Владимир Солоухин - Олепинские пруды (сборник)
Следующий романс — «Белеет парус одинокий» — пелся уже погромче. Потом мы увидели театрализованное представление, и нам стали понятны репетиции Ивана Семеновича, на которые он тратил каждый день утренние часы. Оказывается, он пригласил для участия в концерте четырех девочек из местной музыкальной школы, четырех юных скрипачек. На сцене стало темно. Один луч освещал исполнительниц, другой — Козловского в дальнем углу сцены, черно-серебряного, с руками, скрещенными на груди. Четыре скрипки запели булаховский романс, и каждый про себя подставлял под льющуюся музыку известные всем слова: «Гори, гори моя звезда, звезда любви приветная…»

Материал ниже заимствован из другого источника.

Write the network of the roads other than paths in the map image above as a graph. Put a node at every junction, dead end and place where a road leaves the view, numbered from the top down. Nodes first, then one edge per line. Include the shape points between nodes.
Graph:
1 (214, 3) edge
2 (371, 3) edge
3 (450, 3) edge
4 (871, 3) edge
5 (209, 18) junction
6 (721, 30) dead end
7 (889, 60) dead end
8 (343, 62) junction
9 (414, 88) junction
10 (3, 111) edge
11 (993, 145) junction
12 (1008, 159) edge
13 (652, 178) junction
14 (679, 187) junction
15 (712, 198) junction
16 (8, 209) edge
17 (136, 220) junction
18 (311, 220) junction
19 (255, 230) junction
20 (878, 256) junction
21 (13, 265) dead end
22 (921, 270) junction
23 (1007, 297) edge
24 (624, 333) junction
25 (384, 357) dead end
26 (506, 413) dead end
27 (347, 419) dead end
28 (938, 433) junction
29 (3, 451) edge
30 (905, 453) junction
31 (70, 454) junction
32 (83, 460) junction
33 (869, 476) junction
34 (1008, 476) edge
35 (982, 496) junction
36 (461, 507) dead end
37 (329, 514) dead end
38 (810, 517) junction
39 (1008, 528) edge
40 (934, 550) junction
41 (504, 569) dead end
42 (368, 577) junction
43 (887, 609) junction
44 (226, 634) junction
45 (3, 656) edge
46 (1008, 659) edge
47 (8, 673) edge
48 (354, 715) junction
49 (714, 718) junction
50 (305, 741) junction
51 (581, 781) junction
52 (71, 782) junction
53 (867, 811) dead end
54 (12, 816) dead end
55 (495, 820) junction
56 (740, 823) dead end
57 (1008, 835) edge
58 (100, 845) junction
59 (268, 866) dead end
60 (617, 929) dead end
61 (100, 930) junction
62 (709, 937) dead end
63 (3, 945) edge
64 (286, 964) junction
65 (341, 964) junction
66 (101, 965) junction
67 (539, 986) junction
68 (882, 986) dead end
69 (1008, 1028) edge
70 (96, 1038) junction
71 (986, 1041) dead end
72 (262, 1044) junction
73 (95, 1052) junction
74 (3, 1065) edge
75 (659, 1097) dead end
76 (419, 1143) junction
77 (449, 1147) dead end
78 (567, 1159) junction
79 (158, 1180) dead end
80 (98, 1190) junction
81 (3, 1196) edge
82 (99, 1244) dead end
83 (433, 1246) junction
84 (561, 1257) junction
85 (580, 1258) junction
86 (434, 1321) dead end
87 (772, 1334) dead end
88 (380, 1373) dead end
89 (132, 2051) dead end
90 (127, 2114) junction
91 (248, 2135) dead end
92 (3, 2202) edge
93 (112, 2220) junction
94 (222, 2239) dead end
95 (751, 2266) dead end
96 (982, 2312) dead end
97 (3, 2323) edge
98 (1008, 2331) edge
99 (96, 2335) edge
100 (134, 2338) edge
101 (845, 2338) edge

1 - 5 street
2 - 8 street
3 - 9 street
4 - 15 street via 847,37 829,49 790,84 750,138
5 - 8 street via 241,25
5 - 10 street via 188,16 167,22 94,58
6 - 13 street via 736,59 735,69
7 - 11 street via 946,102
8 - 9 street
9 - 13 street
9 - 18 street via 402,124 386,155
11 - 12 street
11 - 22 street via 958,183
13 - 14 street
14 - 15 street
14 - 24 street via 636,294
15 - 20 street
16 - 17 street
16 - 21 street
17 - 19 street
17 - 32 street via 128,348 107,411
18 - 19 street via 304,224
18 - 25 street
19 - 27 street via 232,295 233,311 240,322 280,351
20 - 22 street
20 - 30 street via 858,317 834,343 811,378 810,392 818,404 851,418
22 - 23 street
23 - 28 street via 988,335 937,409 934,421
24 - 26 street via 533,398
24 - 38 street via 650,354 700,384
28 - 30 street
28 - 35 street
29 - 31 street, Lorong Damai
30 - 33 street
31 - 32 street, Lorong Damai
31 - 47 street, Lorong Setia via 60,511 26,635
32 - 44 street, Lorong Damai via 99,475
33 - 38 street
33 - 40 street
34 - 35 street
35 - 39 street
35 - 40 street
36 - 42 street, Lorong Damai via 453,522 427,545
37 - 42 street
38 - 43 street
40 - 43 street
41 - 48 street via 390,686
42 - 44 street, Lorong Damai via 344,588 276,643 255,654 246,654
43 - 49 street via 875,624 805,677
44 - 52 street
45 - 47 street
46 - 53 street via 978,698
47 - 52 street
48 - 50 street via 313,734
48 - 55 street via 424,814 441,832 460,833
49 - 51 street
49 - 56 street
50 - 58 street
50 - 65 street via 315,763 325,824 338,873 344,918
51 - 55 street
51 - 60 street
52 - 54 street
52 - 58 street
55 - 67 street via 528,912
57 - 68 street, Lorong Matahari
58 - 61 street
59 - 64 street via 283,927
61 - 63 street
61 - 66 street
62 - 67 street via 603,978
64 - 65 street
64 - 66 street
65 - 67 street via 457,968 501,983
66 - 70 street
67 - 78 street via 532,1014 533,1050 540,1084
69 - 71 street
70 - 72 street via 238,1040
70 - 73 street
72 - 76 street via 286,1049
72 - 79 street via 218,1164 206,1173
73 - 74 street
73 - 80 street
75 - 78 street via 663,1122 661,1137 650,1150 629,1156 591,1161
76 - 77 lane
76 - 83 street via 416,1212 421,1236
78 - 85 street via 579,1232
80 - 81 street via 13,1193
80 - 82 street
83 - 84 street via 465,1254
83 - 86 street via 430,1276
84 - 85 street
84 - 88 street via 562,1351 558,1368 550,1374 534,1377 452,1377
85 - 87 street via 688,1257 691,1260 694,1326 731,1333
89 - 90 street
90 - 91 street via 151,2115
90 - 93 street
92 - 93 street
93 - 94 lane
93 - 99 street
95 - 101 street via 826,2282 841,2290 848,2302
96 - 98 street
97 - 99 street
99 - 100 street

Скрипки пели протяжно и долго. Козловский слушал и вдруг опустился на колени и протянул руки в сторону музыки. То ли перед поющими скрипками преклонился он, то ли перед расцветающей молодостью, то ли перед великим романсом, но продолжалось все это еще довольно долго, пока наконец совсем незаметно, но постепенно нарастая и беря власть, беря верх над четырьмя скрипками, не возник голос и самого коленопреклоненного певца и никто не успел еще вполне наслушаться, как все потонуло в громе аплодисментов.
Девочки стояли растерянные и самые счастливые на всем земном шаре. Козловский подошел к ним и к каждой прикоснулся каким-нибудь ободряющим жестом, дотронувшись до волос, до щеки, пожав руку. Теперь уж как бы ни сложилась судьба, через тридцать, через сорок лет, в минуту обиды и счастливых воспоминаний, каждая из них скажет кому-нибудь: «Милочка, я на скрипке аккомпанировала Козловскому, когда мне было 12 лет!»
Занавес шел и шел. Козловский бисировал. А я слушал и думал с горечью: неужели, несмотря на все бережение, на рубашки со специальными гигиеническими воротничками, на опущенные стекла в автомобиле, на весь ответственный образ жизни, неужели семьдесят лет все-таки есть семьдесят лет и настоящего Козловского я услышу теперь только в грамзаписи, да и то если не заиграна пластинка и в отличном состоянии корундовая игла?
На другой, послеконцертный день мы с Козловским, отделившись от остальной группы, поехали в Юрьев монастырь.
Некогда богатейшая, процветающая под золотым покровительственным дождем Орловой-Чесменской, опекаемой, в свою очередь, архимандритом Фотием, Юрьева обитель теперь бездействовала, была пуста. Ни сказочных сокровищ (например, иконы «Знамение», вырезанной на огромном изумруде), ни монашеского чина, ни монастырских трапез, ни больших ектиний, ни громогласных дьяконов, ни колокольного звона, расплывавшегося над Ильмень-озером не на двадцать ли верст…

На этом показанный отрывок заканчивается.